In the write case, lock_page() may or may not need an unplug. In those
cases, it needs unplugging if it was locked before, but obviously not if
it wasn't.

In the "random case" where we use the page lock not because we want to
start IO on it, but because we need to make sure that page->mapping
doesn't change, we don't really care about the IO, but we do need to
unplug just to make sure that the IO will complete.

And I suspect your objection to unplugging is not really about unplugging
itself. It's literally about the fact that we use the same page lock for
IO and for the ->mapping thing, isn't it?

IOW, you don't actually dislike plugging itself, you dislike it due to the
effects of a totally unrelated locking issue, namely that we use the same
lock for two totally independent things. If the ->mapping thing were to
use a PG_map_lock that didn't affect plugging one way or the other, you
wouldn't have any issues with unplugging, would you?

And I think _that_ is what really gets us to the problem.

			Linus


From: Linus Torvalds <torvalds@osdl.org>
Newsgroups: fa.linux.kernel
Subject: Re: [rfc][patch] remove racy sync_page?
Date: Wed, 31 May 2006 15:13:15 UTC
Message-ID: <fa.N5SV4Gor5aSil+xXUUwm34iNtU4@ifi.uio.no>
Original-Message-ID: <Pine.LNX.4.64.0605310755210.24646@g5.osdl.org>

On Wed, 31 May 2006, Linus Torvalds wrote:
>
> The reason it's kicked by wait_on_page() is that is when it's needed.

Btw, that's not how it has always been done.

For the longest time, it was actually triggered by scheduler activity, in
particular, plugging used to be a workqueue event that was triggered by
the scheduler (or any explicit points when you wanted it to be triggered
earlier).

So whenever you scheduled, _all_ plugs would be unplugged.

It was specialized to wait_for_page() in order to avoid unnecessary
overhead in scheduling (making it more directed), and to allow you to
leave the request around for further merging/sorting even if a process had
to wait for something unrelated.

But in particular, the old non-directed unplug didn't work well in SMP
environments (because _one_ CPU re-scheduling obviously doesn't mean
anything for the _other_ CPU that is actually working on setting up the
request queue).

The point being that we could certainly do it somewhere else.
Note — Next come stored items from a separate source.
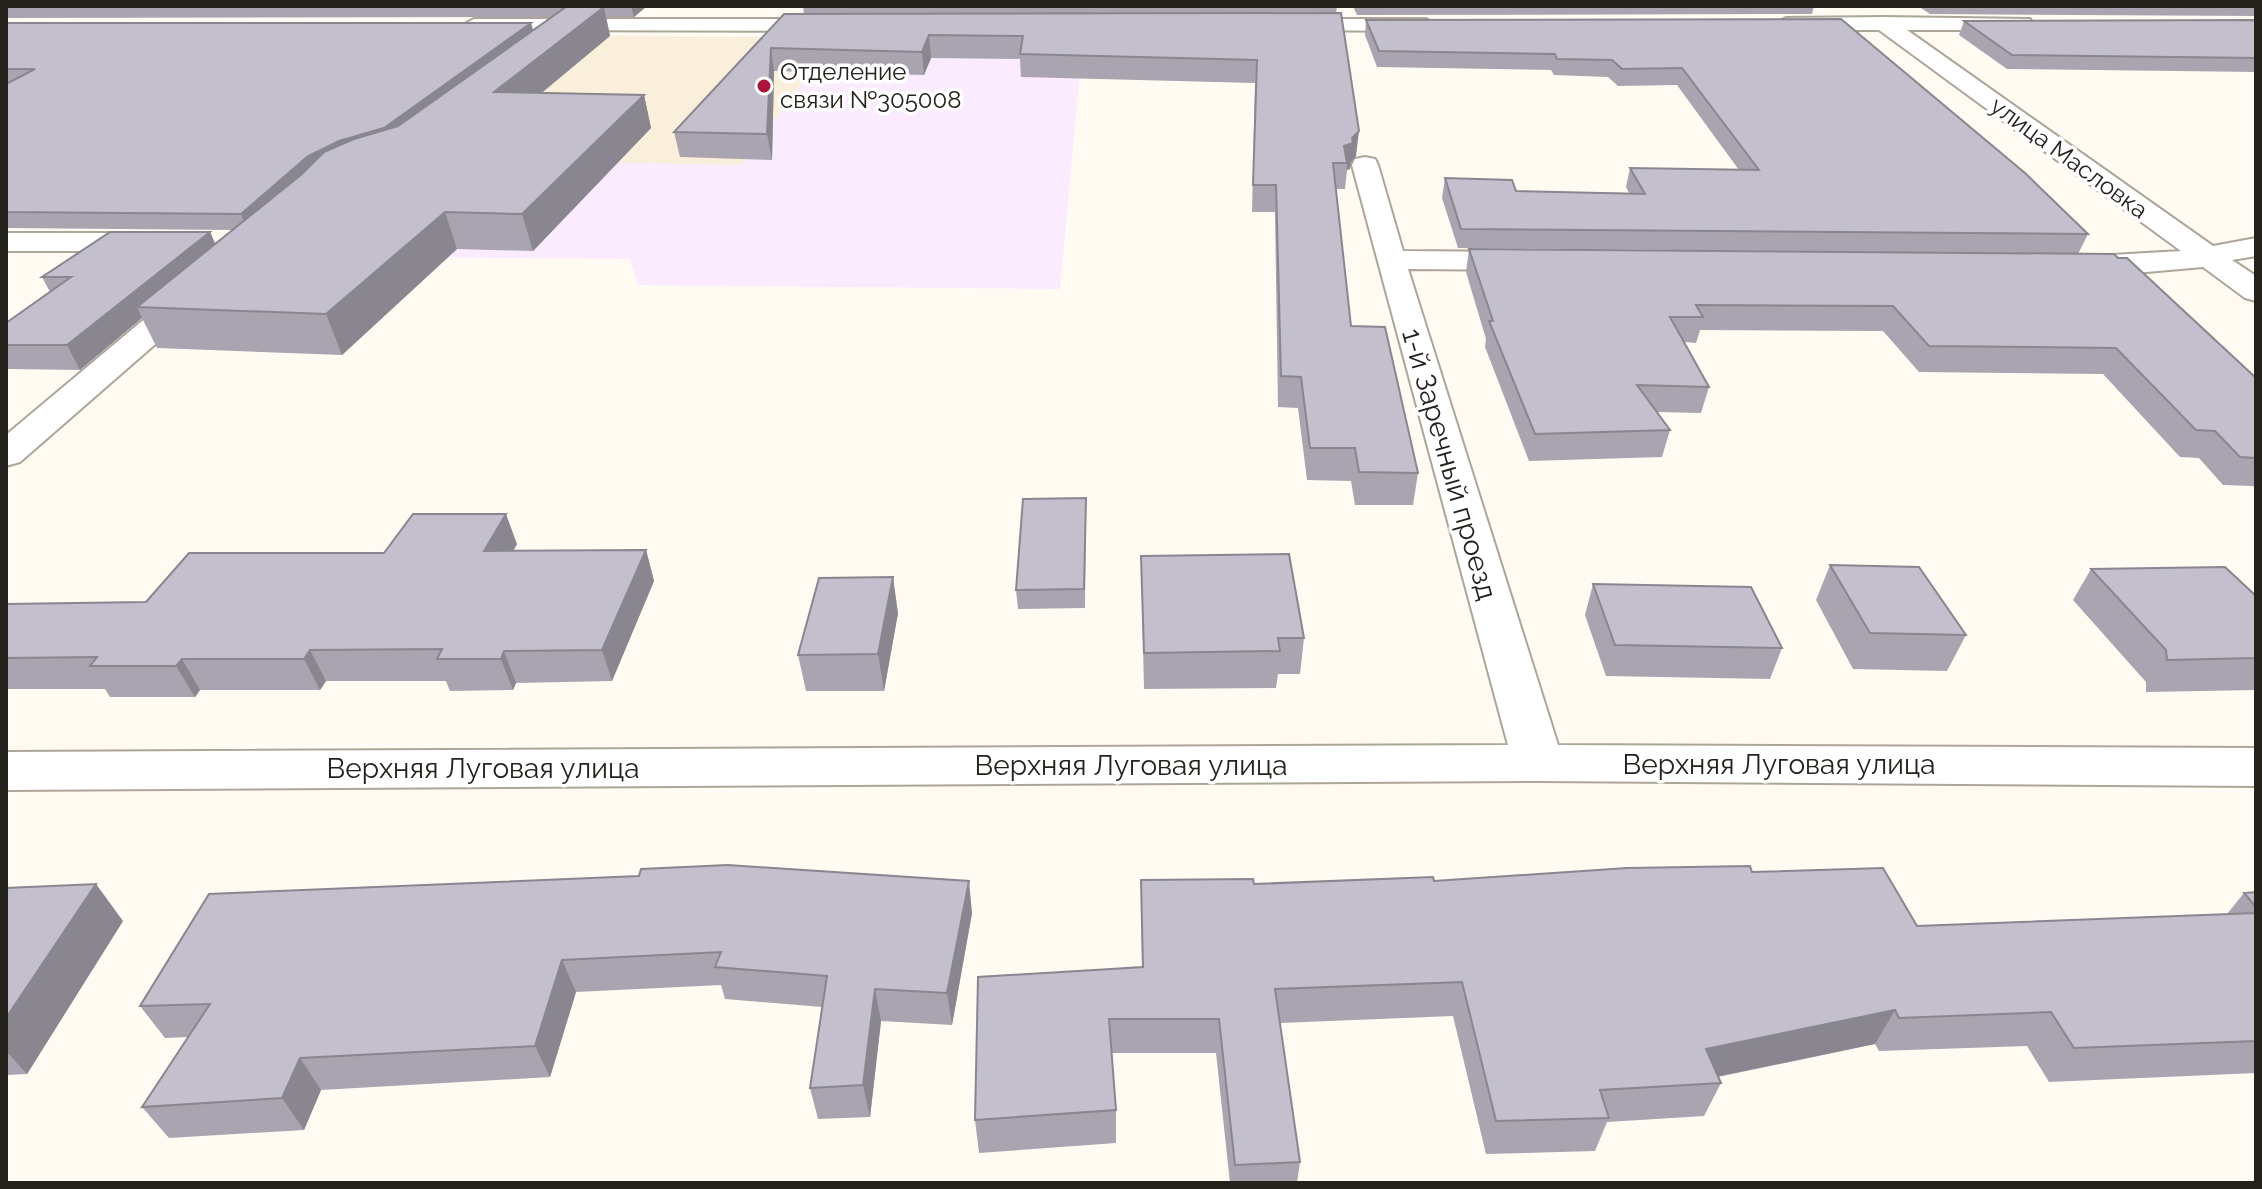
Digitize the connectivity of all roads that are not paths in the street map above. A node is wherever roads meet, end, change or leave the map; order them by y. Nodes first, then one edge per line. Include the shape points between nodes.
1 (1883, 23) junction
2 (1771, 24) edge
3 (2038, 24) edge
4 (460, 25) edge
5 (569, 25) junction
6 (857, 25) edge
7 (1262, 25) edge
8 (1452, 25) edge
9 (533, 52) edge
10 (1365, 165) dead end
11 (6, 242) edge
12 (192, 242) edge
13 (2256, 247) edge
14 (2206, 257) junction
15 (1390, 260) junction
16 (1563, 261) edge
17 (2051, 266) edge
18 (219, 273) edge
19 (2256, 291) edge
20 (6, 454) edge
21 (1538, 763) junction
22 (2256, 767) edge
23 (6, 771) edge

1 - 2 street
1 - 3 street
1 - 14 street, улица Масловка
4 - 5 street
5 - 6 street
5 - 9 street
7 - 8 street
10 - 15 street, 1-й Заречный проезд
11 - 12 street
13 - 14 street
14 - 17 street via 2130,266
14 - 19 street, улица Масловка
15 - 16 street
15 - 21 street, 1-й Заречный проезд
18 - 20 street
21 - 22 street, Верхняя Луговая улица
21 - 23 street, Верхняя Луговая улица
Doing it in
wait_for_page() (and at least historically, in waiting for bh's) is really
nothing more than trying to have as few points as possible where it's
done, and at the same time not missing any.

And yes, I'd _love_ to have better interfaces to let people take advantage
of this than sys_readahead(). sys_readahead() was a 5-minute hack that
actually does generate wonderful IO patterns, but it is also not all that
useful (too specialized, and non-portable).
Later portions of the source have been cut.